Le Côte-d'orien Julien Pané alerte ses confrères ovins sur les effets d'annonce autour du loup. « Ce n'est pas si simple que ça et, au bout du compte, ça ne va sans doute pas changer grand-chose pour nous », regrette l'éleveur de Dampierre-en-Montagne. La seule réelle avancée dans ce dossier serait bel et bien la possibilité de tirer un loup en cas d'attaque, sans autorisation préalable du préfet, à partir du 1er janvier : « Le formulaire à renvoyer serait le même qu'aujourd'hui, sauf qu'il n'y aurait plus besoin d'attendre la signature du préfet pour agir.

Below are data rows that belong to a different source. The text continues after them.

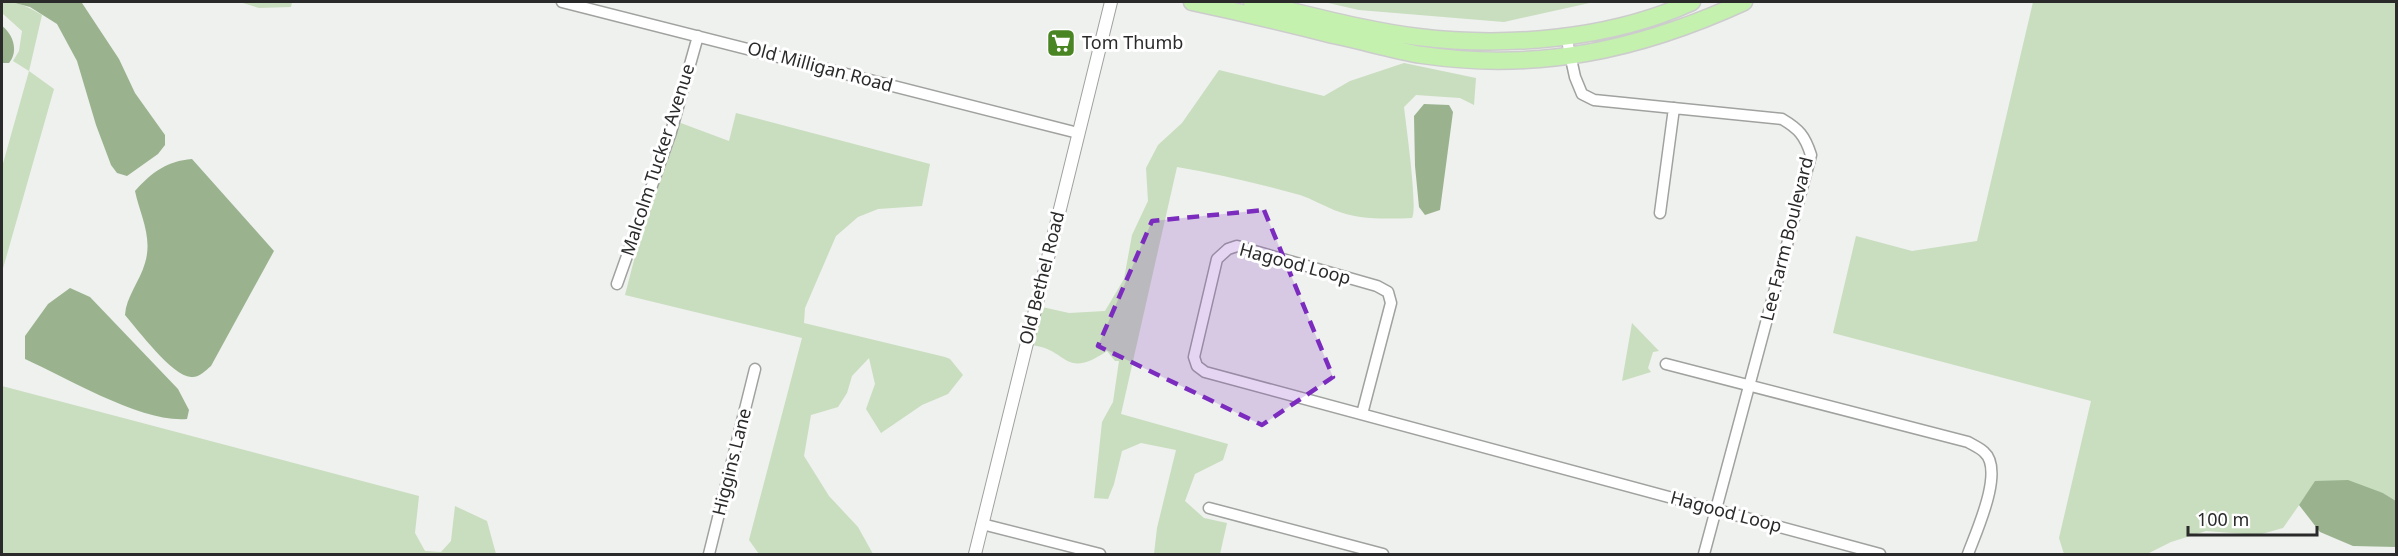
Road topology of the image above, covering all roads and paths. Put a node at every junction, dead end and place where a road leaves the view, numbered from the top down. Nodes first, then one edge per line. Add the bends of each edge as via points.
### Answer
1 (562, 2) edge
2 (1111, 2) edge
3 (1192, 2) edge
4 (1252, 2) edge
5 (1692, 2) edge
6 (1744, 2) edge
7 (578, 4) edge
8 (698, 36) junction
9 (1566, 36) junction
10 (1570, 56) junction
11 (1674, 108) junction
12 (1078, 133) junction
13 (1660, 213) dead end
14 (617, 284) dead end
15 (1666, 364) dead end
16 (755, 369) dead end
17 (1750, 384) junction
18 (1362, 414) junction
19 (1209, 508) dead end
20 (1716, 509) junction
21 (982, 524) junction
22 (1336, 542) junction
23 (709, 555) edge
24 (975, 555) edge
25 (1100, 555) edge
26 (1333, 555) edge
27 (1383, 555) edge
28 (1704, 555) edge
29 (1880, 555) edge
30 (1968, 555) edge

1 - 7 street, Old Milligan Road
2 - 12 street, Old Bethel Road
3 - 10 main road via 1422,54 1486,60
4 - 9 main road via 1436,39 1497,41
5 - 9 main road via 1666,13
6 - 10 main road via 1661,36
7 - 8 street, Old Milligan Road
8 - 12 street, Old Milligan Road
8 - 14 street, Malcolm Tucker Avenue via 653,188
9 - 10 street, Lee Farm Boulevard
10 - 11 street, Lee Farm Boulevard via 1582,94 1594,100
11 - 13 street
11 - 17 street, Lee Farm Boulevard via 1782,119 1798,128 1812,155
12 - 21 street, Old Bethel Road
15 - 17 street
16 - 23 street, Higgins Lane
17 - 20 street, Lee Farm Boulevard
17 - 30 street via 1968,442 1986,453 1992,469 1991,490
18 - 18 street, Hagood Loop via 1205,372 1197,366 1194,357 1218,259 1228,249 1237,246 1388,292 1391,303
18 - 20 street, Hagood Loop
19 - 22 street
20 - 28 street, Lee Farm Boulevard
20 - 29 street, Hagood Loop
21 - 24 street, Old Bethel Road
21 - 25 street
22 - 26 street
22 - 27 street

Ce sera une déclaration et non une demande d'autorisation ». Mais les « satisfactions » s'arrêtent là : « en effet, les éleveurs ou les personnes qui seraient mandatées par ces derniers ne pourront pas procéder à des tirs thermiques la nuit. Ce rôle serait toujours celui des louvetiers. Et contrairement à ce qu'on nous avait promis, ces derniers ne pourraient intervenir que si les parcelles de l'éleveur concerné sont protégées. Ça, ce n'est pas ce qui était prévu dans les premières discussions ! ». Julien Pané ajoute une autre déception : « en 2026, au-delà de trois attaques de loups, s'il n'y a pas de moyens de protection, un éleveur en cercle 2 ne pourra plus être indemnisé en cas de pertes d'animaux. Sur ce point, clairement, nous reculons ! ».
« Enfumés »
Le président du syndicat d'élevage ovin évoque ensuite les indemnisations des pertes indirectes, comme nous le faisions le 28 novembre : « jusqu'à présent, il y avait un forfait ridicule de 100 euros par lot. Désormais, l'indemnisation se fait par animal. La profession avait établi et demandé un montant de 30 euros par brebis, mais ces 30 euros se sont transformés, dans les faits, en une très modique somme de 2,50 euros ! Autrement dit : pour un petit lot de moins de 40 brebis, l'éleveur sera désormais encore moins bien indemnisé qu'avant, il perdra encore plus d'argent. Cela est d'autant plus préoccupant qu'ici, en Côte-d'Or, nous avons très souvent des petits lots d'ovins. Les seuls qui pourraient quelque peu s'y retrouver, dans ce nouveau système, seraient les éleveurs avec des lots de 1 000 brebis, notamment dans les montagnes. Avec tous ces nouveaux dispositifs, nous nous faisons encore une fois enfumer ! ». La solution pour un avenir et un quotidien meilleurs, selon Julien Pané, passe indéniablement par la reconnaissance de la non-protégeabilité des parcelles côte-d'oriennes : « nous menons un travail de fond avec la Chambre d'agriculture, pour faire reconnaître les spécificités de notre département. Des éléments topographiques sont analysés pour prouver qu'il n'est pas possible de mettre en place ni d'entretenir des moyens de protection quand il y a une rivière, des haies, une bordure de bois… Les types de sols et l'éloignement des parcelles sont également pris en compte. Le département des Ardennes est pionnier en la matière et déposera bientôt son dossier. Personnellement, j'ai confiance en cette démarche. Il faut que ça change et vite : les éleveurs sont toujours perdants face à cette contrainte du loup que l'on nous impose ».